Sunday, October 30, 2011
Monday, October 24, 2011
The figure-four leg lock is also useful. Any technique used on the knee joint, especially if it relies on pain, will have a risk of injury. To apply the technique you place the threat’s left ankle directly in the hollow of his right knee (if I have to tell you the directions can be reversed, you probably aren’t bright enough to be literate anyway). The right knee is then flexed (bent) which both traps the left ankle and puts pressure on the knee such that it can be snapped.
The farther towards the toes you apply pressure, the better leverage you have. Many threat will be able to simply kick you off if you don’t apply good leverage. Almost all will be able to kick you off if you try to cross the legs at the ankles instead of putting the ankle directly in the knee joint.
You do not need to control this hold with your hands. In the example above (right knee locked, left ankle trapped) I kneel with my left knee outside of the threat’s butt, the threats right foot in the crease of my thigh and my right ankle hooked behind the threat’s trapped left ankle.
I learned the hook trick because the only person I’ve ever had escape from the figure four was a very small, wiry and quite dangerous mentally ill female who had a thing for stabbing people. She just did what looked like a military low crawl and pulled herself out of the lock.
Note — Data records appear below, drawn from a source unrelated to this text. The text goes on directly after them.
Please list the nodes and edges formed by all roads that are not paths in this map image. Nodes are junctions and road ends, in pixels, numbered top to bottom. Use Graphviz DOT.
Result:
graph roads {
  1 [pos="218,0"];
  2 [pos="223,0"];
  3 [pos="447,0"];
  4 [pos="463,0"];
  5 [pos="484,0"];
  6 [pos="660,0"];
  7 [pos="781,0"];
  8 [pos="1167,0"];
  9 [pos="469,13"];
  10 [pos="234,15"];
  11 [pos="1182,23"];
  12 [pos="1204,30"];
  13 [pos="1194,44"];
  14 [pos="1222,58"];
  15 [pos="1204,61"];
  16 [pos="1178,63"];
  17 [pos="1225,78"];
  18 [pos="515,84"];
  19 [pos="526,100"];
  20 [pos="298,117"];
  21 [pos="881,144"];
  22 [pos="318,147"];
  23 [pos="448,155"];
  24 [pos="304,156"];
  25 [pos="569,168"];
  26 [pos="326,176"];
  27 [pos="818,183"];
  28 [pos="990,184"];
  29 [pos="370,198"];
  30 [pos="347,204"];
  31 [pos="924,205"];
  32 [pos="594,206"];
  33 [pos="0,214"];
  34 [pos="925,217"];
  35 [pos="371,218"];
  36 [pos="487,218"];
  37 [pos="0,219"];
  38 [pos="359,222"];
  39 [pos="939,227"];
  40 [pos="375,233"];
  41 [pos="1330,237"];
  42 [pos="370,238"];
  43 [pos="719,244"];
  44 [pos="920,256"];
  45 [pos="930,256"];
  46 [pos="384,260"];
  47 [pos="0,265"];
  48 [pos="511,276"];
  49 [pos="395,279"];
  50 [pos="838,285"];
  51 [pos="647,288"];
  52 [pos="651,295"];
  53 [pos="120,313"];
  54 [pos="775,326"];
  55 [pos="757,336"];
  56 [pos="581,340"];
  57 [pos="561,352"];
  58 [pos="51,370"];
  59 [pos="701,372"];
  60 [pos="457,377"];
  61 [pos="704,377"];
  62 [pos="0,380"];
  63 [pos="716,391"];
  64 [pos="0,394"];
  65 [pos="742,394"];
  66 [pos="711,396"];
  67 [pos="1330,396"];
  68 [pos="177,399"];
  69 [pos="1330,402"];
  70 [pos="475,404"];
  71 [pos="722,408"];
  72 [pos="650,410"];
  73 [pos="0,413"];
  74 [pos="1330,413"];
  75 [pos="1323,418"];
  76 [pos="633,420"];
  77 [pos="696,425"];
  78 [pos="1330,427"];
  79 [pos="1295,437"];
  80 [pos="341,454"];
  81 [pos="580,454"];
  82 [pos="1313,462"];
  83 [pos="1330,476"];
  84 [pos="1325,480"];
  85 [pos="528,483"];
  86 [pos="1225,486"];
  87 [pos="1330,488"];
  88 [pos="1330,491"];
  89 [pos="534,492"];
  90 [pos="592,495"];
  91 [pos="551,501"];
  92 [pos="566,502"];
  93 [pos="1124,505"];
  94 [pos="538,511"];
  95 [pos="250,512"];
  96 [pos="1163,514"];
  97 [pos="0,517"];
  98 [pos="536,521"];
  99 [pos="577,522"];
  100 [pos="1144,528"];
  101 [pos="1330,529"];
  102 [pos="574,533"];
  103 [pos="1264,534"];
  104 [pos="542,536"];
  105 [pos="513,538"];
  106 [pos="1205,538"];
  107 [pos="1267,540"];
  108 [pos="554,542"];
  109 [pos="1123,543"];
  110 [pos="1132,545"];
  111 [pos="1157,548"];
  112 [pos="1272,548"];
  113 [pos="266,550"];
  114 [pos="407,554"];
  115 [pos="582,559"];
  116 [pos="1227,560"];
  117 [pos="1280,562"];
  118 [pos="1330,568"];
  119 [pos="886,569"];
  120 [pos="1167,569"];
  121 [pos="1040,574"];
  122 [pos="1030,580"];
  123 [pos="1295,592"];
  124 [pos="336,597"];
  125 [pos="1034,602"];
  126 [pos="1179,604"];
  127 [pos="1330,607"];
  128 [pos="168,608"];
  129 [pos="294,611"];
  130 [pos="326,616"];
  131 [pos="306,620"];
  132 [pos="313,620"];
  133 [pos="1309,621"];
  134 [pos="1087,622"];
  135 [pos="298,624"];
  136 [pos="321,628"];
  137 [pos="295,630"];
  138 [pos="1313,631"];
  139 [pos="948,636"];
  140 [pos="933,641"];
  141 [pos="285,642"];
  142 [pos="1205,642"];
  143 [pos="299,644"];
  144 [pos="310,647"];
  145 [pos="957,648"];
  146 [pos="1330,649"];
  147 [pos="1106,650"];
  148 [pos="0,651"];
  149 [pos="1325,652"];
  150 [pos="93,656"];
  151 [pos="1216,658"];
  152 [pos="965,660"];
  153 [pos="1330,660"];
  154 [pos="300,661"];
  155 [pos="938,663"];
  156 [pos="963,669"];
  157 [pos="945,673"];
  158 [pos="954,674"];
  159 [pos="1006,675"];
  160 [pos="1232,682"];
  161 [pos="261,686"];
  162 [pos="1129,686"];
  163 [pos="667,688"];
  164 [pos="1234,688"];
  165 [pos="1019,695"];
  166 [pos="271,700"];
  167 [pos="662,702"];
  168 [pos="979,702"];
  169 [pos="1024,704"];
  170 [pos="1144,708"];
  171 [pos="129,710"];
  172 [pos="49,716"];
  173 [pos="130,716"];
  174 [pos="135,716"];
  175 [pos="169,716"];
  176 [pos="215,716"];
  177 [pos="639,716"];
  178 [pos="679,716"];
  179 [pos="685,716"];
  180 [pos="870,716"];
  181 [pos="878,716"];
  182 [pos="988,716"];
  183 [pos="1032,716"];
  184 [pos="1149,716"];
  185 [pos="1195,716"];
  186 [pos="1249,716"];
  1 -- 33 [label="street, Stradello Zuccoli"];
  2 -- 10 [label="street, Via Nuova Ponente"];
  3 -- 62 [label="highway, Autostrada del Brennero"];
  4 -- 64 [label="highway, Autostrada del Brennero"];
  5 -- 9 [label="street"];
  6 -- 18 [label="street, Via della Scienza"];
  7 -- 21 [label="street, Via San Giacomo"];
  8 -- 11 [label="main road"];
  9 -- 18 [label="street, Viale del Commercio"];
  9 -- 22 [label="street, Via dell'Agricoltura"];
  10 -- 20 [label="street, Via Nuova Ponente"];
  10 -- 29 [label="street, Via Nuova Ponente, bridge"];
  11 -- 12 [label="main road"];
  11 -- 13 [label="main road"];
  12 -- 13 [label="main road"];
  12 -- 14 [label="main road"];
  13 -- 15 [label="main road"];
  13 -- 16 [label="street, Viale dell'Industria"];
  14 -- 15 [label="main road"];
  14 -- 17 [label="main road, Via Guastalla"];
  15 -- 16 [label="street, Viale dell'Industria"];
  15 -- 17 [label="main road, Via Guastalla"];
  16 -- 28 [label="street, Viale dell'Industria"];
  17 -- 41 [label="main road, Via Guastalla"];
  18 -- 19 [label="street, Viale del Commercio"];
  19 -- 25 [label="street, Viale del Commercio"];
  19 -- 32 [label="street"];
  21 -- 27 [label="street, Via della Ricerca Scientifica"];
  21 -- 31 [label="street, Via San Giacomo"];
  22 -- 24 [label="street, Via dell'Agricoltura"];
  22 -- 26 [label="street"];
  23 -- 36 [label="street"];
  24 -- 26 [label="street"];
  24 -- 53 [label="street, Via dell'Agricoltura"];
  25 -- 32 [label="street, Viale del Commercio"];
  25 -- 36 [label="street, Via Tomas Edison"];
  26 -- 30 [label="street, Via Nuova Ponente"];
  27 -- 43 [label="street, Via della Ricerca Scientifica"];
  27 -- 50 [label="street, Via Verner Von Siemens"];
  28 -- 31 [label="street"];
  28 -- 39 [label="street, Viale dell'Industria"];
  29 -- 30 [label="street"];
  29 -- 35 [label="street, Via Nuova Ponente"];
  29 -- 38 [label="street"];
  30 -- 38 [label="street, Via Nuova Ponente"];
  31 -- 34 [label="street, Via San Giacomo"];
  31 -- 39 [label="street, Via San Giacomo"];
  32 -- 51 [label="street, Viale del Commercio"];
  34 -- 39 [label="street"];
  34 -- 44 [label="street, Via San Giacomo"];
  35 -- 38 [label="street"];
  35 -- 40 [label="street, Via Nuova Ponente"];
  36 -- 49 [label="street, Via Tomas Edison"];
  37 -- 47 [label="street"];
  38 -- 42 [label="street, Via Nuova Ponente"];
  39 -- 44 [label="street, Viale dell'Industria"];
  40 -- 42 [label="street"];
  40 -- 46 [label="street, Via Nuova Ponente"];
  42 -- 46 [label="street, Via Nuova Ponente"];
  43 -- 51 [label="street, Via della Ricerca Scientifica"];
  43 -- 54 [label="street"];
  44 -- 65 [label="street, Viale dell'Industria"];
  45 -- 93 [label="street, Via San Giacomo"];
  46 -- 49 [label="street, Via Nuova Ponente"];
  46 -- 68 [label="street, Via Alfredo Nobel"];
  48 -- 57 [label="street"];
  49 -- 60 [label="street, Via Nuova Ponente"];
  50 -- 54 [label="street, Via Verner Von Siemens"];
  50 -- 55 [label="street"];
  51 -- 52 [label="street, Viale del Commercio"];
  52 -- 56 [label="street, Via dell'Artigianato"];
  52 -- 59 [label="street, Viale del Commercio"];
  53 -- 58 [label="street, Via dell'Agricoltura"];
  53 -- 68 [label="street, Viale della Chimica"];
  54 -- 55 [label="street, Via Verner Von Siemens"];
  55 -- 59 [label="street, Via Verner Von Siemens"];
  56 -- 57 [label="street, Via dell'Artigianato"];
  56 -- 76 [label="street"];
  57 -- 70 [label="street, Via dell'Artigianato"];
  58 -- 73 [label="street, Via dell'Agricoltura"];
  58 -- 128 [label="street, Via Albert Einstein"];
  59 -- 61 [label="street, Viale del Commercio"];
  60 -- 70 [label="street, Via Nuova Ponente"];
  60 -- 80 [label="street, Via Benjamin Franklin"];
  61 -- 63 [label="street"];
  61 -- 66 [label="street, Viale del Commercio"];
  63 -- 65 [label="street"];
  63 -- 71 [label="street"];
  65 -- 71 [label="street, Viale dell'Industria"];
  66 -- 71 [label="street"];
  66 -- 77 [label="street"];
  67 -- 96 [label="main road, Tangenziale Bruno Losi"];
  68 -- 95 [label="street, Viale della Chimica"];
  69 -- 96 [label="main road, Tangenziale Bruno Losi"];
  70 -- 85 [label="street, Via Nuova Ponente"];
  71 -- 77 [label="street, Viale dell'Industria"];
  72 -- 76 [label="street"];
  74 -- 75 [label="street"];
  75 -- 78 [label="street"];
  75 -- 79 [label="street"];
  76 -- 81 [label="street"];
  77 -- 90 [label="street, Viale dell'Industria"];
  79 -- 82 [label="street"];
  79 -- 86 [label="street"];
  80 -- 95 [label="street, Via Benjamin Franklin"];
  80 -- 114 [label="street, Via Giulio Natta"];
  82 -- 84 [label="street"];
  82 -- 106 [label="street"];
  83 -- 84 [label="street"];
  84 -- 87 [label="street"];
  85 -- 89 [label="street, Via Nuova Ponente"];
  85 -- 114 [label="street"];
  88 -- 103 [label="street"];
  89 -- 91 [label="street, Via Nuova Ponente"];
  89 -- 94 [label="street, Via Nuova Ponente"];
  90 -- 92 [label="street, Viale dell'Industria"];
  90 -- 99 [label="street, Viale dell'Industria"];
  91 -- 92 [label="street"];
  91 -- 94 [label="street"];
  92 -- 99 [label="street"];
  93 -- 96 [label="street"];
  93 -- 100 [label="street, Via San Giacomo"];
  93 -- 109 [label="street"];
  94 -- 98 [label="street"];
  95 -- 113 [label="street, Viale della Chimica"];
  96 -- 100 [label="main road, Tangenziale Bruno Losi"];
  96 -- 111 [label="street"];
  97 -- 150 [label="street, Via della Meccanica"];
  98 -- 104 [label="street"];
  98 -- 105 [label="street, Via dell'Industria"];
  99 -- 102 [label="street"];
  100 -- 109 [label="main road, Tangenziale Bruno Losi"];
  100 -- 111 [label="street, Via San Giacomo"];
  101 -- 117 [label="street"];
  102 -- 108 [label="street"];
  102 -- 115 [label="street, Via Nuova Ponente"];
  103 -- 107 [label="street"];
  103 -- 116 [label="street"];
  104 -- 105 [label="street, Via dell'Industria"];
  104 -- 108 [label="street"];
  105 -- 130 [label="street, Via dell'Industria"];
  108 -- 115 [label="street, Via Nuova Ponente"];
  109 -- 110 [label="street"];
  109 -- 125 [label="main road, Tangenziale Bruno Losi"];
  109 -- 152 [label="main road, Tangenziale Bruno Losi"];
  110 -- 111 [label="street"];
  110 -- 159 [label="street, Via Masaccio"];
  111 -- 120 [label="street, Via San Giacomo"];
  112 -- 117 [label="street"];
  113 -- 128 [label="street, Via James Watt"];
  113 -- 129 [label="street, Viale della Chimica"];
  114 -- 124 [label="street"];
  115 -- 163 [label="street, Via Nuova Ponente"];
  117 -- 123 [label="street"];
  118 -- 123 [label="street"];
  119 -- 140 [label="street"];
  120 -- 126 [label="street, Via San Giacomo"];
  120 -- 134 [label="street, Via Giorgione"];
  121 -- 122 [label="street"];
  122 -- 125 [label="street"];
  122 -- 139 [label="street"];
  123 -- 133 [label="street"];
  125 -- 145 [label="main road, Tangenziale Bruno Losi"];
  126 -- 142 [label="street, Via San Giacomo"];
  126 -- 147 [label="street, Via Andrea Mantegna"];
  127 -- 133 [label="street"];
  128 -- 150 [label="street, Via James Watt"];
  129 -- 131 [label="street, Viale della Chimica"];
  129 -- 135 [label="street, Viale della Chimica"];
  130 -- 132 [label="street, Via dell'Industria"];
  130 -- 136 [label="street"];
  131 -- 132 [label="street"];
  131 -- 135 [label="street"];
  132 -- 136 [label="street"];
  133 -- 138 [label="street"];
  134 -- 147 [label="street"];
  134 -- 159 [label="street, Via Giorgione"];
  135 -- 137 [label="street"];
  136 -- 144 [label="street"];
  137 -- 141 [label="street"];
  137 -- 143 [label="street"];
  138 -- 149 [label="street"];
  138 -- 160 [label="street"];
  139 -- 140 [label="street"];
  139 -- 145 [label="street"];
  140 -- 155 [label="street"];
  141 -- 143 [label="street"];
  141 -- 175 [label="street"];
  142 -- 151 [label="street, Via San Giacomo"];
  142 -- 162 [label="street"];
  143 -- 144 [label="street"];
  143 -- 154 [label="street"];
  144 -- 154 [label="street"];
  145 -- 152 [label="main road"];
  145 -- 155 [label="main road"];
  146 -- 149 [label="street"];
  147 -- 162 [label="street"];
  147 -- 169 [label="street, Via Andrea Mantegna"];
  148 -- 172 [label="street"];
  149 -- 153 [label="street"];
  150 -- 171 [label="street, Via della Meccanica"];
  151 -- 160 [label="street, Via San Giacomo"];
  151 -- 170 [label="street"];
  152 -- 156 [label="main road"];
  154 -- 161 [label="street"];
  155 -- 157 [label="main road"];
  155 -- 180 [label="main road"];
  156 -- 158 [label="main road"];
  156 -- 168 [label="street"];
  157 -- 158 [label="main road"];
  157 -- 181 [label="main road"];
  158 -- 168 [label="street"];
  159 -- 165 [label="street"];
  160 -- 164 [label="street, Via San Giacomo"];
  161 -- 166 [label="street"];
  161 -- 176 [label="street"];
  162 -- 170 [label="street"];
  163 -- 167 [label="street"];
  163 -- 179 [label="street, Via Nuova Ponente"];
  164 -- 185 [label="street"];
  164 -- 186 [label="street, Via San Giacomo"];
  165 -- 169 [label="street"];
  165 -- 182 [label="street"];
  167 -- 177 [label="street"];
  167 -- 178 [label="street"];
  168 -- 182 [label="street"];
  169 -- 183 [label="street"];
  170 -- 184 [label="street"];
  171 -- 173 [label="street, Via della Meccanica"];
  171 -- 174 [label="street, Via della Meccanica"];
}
This is an excellent unhandcuffing technique and a very good hands-free control hold. If the threat will not give up the hands for cuffing, if they ‘turtle,’ you can reach under their face (fingers flat to prevent biting, just like feeding a horse) and use the pressure point under the nose at the base of the bone to extend the spine. They will put their hands on the ground to support their own weight and you can simply yank one of the support hands back for cuffing.
After experiencing this, most NTs will voluntarily give up the remaining hand. You may have to do it twice for EDPs.
'NT' in the above paragraph means 'neurotypical' short hand for not an EDP. It's explained elsewhere in the handbook.
Clear enough to do?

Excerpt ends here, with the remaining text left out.